Good old NLW...I could go on at length...

Amberc · 20/07/2010 13:56

Mega eek - twin girls!!!!!

DewinDoeth · 20/07/2010 13:58

Amber

Rolf · 20/07/2010 14:44

Amber WOW! WOW! I've gone all blinky and jittery! We can all plan names and stuff . They're fraternal, right?

Eddie we have had v v few nights away from the children. One big issue I have, which I think I have posted about before, is the lack of family support. Obviously it's a situation which lots of other people are in, too but part of my problem with it is that I've mixed it up with missing my mother. I get horribly, horribly envious of people who do have that sort of support. In fact, I was thinking that one of the reasons why I don't go to confession is that the sins I have the biggest problem with are so repellent: envy, gluttony and sloth . Anyway, you're not alone.

A friend was saying recently that she "needed" to go away with her husband for a few nights, she was stressed and tired, and it would be "medicinal", and she would get her mother to come and stay with the children. Fair enough, but I could be about to take an axe to the Vice Chancellor and there still wouldn't be anyone who could help me to take a "medicinal" holiday with DH. A group of friends were also recently talking about how they were only able to keep their careers going because of their parents helping with childcare. None of that was an option for me, and DH's job involves long hours and he's a bit of a doofus.

Eddie and Dewin When DS1 was tiny we lived in central London, so would go out separately, or else friends from work would babysit (I was 1st to spawn so it was a novelty). When we had DS2 we had a nanny who would sometimes babysit, but not much. What's made a difference now is that once DS1 started school I got to know people with older children who could babysit. Once you've got some contacts like that, so many opportunities open up. The girls we use are very local and sensible and their parents are just round the corner if there is a problem. The ones with young siblings are good about getting the children to bed, too. We had one girl whose father was a consultant paediatrician so felt safe in the knowledge that he was round the corner! I put out as many smoke signals as I could think of, that I was looking for a babysitter, and after a while got a few suggestions. I'd have thought that in teaching you'd be able to get some response if you send out some smoke signals amongst your colleagues? Obviously if you were a churchgoer you'd know lots of nice sensible girls who could babysit

Before T was born we booked a whole season of theatre tickets, and that's what we're going to do for September. We got out of the habit of going out when T was born and want to start again. It was lovely to have all these nights out already in the diary.

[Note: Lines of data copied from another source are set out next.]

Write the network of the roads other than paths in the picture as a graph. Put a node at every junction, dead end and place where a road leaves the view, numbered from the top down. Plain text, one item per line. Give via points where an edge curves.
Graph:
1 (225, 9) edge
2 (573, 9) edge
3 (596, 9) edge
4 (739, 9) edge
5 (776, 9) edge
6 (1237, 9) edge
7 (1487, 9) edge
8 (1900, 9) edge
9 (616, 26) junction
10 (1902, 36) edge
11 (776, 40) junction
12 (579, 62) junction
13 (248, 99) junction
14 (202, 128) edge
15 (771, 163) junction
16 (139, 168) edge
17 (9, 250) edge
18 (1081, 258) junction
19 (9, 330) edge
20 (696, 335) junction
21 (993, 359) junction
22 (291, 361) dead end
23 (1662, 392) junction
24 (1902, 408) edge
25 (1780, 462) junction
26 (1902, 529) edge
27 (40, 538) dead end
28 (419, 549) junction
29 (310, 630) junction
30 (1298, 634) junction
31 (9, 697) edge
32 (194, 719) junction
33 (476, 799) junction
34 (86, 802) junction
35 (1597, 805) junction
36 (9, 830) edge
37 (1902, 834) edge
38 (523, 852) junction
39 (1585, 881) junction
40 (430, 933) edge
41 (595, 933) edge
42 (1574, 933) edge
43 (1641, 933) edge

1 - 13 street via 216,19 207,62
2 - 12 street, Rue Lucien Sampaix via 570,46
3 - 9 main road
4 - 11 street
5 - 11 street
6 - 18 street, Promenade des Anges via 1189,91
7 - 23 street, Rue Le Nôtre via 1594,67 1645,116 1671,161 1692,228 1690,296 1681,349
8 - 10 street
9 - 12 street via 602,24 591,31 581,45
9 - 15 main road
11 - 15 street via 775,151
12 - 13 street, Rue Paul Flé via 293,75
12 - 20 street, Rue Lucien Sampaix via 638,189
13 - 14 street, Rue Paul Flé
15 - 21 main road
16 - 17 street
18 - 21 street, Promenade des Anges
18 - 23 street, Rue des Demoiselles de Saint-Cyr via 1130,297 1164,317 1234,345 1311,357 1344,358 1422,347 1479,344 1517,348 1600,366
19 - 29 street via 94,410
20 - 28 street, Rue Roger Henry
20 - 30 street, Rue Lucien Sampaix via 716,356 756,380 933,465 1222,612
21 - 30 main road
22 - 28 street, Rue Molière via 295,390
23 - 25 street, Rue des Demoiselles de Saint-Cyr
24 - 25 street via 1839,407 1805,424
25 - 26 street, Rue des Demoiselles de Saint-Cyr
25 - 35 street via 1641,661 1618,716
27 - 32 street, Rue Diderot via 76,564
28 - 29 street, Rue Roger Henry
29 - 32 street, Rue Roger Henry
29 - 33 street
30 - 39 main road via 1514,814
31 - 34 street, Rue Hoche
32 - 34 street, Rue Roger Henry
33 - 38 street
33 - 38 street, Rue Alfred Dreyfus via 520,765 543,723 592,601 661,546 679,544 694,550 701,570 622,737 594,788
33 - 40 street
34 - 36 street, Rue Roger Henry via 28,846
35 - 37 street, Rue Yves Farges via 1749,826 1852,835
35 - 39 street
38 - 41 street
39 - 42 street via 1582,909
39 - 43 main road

Dewin at the manuscript and water bucket! I don't want to post in much detail about my friend's job, purely because it would make her identifiable. She's got a job overseas (UK university but overseas job) for a number of years, with a good expat package - school fees, flights, accommodation etc. She's recently become a single parent so a fresh start like that was perfect - I can see it wouldn't be for everyone. DH does lots of employment work so let me know if you need any advice.

Amberc · 20/07/2010 15:05

Rolf yes non identical twins and all help with names gratefully accepted. So happy I've had the scan and everything is ok. I've not been on much as I have been wrapped up in it all so apologies but I will read everything. I also passed my driving test yesterday and am now on the way to get a car - what a week!!!

Rolf · 20/07/2010 16:17

What sort of names do you like (apart from Luke, obviously!)?

Well done on the driving. What sort of car are you going to get? A proper Mom car? . I'm definitely going to get myself driving this summer. It's becoming irritating that I don't.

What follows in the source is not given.